Work task
Restate the records below word for word.

(Collected data entries)

Segment Open

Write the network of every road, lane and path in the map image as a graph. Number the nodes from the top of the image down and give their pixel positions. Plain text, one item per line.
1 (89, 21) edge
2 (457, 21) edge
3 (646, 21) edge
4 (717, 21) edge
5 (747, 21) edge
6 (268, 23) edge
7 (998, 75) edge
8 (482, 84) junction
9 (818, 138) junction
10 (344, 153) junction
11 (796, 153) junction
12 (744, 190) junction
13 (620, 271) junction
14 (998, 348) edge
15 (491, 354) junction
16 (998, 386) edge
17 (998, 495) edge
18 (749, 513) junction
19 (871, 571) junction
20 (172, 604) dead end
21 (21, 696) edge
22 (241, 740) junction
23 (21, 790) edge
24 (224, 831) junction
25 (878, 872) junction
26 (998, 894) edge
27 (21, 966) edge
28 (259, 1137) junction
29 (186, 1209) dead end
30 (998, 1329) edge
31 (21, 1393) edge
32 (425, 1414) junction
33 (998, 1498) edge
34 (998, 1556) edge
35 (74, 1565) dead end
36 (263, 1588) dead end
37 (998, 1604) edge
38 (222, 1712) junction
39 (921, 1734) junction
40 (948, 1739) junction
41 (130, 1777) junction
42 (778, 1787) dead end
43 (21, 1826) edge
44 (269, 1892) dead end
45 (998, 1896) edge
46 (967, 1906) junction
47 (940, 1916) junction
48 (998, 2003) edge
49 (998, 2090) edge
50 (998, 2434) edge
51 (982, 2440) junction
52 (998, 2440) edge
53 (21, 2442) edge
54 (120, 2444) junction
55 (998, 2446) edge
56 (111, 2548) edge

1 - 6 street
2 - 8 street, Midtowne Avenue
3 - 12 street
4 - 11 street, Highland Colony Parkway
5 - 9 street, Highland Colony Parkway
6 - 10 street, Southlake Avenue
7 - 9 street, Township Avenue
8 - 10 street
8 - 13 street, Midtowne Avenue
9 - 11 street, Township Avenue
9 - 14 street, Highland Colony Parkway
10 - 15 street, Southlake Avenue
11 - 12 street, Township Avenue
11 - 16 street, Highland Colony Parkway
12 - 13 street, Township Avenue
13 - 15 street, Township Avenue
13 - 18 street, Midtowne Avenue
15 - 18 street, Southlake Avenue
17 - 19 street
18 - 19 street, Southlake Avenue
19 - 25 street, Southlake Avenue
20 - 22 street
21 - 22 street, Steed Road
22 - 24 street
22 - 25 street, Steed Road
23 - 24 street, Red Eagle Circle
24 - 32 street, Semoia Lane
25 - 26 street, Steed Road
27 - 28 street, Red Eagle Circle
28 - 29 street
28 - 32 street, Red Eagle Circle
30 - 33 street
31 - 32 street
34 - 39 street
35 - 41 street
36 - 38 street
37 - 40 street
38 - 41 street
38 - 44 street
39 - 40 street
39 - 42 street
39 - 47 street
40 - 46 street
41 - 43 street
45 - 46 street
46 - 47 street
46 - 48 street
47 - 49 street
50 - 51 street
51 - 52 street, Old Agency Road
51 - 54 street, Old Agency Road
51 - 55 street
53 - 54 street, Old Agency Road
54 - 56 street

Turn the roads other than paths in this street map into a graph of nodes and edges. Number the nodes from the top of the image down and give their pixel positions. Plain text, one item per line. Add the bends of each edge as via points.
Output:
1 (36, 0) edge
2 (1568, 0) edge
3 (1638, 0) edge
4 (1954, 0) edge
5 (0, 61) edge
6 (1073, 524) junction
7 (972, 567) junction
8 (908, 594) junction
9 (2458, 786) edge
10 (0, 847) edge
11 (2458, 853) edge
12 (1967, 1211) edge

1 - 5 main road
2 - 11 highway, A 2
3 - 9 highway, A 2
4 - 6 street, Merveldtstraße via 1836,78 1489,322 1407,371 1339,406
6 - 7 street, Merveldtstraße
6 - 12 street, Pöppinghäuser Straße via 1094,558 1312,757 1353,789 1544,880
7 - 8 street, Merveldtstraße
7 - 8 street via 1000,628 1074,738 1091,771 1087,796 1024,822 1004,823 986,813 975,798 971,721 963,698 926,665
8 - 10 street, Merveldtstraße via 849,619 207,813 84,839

Segment Closed

Answer space
Write the network of every road, lane and path in the map image as a graph. Number the nodes from the top of the image down and give their pixel positions. Plain text, one item per line.
1 (89, 21) edge
2 (457, 21) edge
3 (646, 21) edge
4 (717, 21) edge
5 (747, 21) edge
6 (268, 23) edge
7 (998, 75) edge
8 (482, 84) junction
9 (818, 138) junction
10 (344, 153) junction
11 (796, 153) junction
12 (744, 190) junction
13 (620, 271) junction
14 (998, 348) edge
15 (491, 354) junction
16 (998, 386) edge
17 (998, 495) edge
18 (749, 513) junction
19 (871, 571) junction
20 (172, 604) dead end
21 (21, 696) edge
22 (241, 740) junction
23 (21, 790) edge
24 (224, 831) junction
25 (878, 872) junction
26 (998, 894) edge
27 (21, 966) edge
28 (259, 1137) junction
29 (186, 1209) dead end
30 (998, 1329) edge
31 (21, 1393) edge
32 (425, 1414) junction
33 (998, 1498) edge
34 (998, 1556) edge
35 (74, 1565) dead end
36 (263, 1588) dead end
37 (998, 1604) edge
38 (222, 1712) junction
39 (921, 1734) junction
40 (948, 1739) junction
41 (130, 1777) junction
42 (778, 1787) dead end
43 (21, 1826) edge
44 (269, 1892) dead end
45 (998, 1896) edge
46 (967, 1906) junction
47 (940, 1916) junction
48 (998, 2003) edge
49 (998, 2090) edge
50 (998, 2434) edge
51 (982, 2440) junction
52 (998, 2440) edge
53 (21, 2442) edge
54 (120, 2444) junction
55 (998, 2446) edge
56 (111, 2548) edge

1 - 6 street
2 - 8 street, Midtowne Avenue
3 - 12 street
4 - 11 street, Highland Colony Parkway
5 - 9 street, Highland Colony Parkway
6 - 10 street, Southlake Avenue
7 - 9 street, Township Avenue
8 - 10 street
8 - 13 street, Midtowne Avenue
9 - 11 street, Township Avenue
9 - 14 street, Highland Colony Parkway
10 - 15 street, Southlake Avenue
11 - 12 street, Township Avenue
11 - 16 street, Highland Colony Parkway
12 - 13 street, Township Avenue
13 - 15 street, Township Avenue
13 - 18 street, Midtowne Avenue
15 - 18 street, Southlake Avenue
17 - 19 street
18 - 19 street, Southlake Avenue
19 - 25 street, Southlake Avenue
20 - 22 street
21 - 22 street, Steed Road
22 - 24 street
22 - 25 street, Steed Road
23 - 24 street, Red Eagle Circle
24 - 32 street, Semoia Lane
25 - 26 street, Steed Road
27 - 28 street, Red Eagle Circle
28 - 29 street
28 - 32 street, Red Eagle Circle
30 - 33 street
31 - 32 street
34 - 39 street
35 - 41 street
36 - 38 street
37 - 40 street
38 - 41 street
38 - 44 street
39 - 40 street
39 - 42 street
39 - 47 street
40 - 46 street
41 - 43 street
45 - 46 street
46 - 47 street
46 - 48 street
47 - 49 street
50 - 51 street
51 - 52 street, Old Agency Road
51 - 54 street, Old Agency Road
51 - 55 street
53 - 54 street, Old Agency Road
54 - 56 street

Turn the roads other than paths in this street map into a graph of nodes and edges. Number the nodes from the top of the image down and give their pixel positions. Plain text, one item per line. Add the bends of each edge as via points.
Output:
1 (36, 0) edge
2 (1568, 0) edge
3 (1638, 0) edge
4 (1954, 0) edge
5 (0, 61) edge
6 (1073, 524) junction
7 (972, 567) junction
8 (908, 594) junction
9 (2458, 786) edge
10 (0, 847) edge
11 (2458, 853) edge
12 (1967, 1211) edge

1 - 5 main road
2 - 11 highway, A 2
3 - 9 highway, A 2
4 - 6 street, Merveldtstraße via 1836,78 1489,322 1407,371 1339,406
6 - 7 street, Merveldtstraße
6 - 12 street, Pöppinghäuser Straße via 1094,558 1312,757 1353,789 1544,880
7 - 8 street, Merveldtstraße
7 - 8 street via 1000,628 1074,738 1091,771 1087,796 1024,822 1004,823 986,813 975,798 971,721 963,698 926,665
8 - 10 street, Merveldtstraße via 849,619 207,813 84,839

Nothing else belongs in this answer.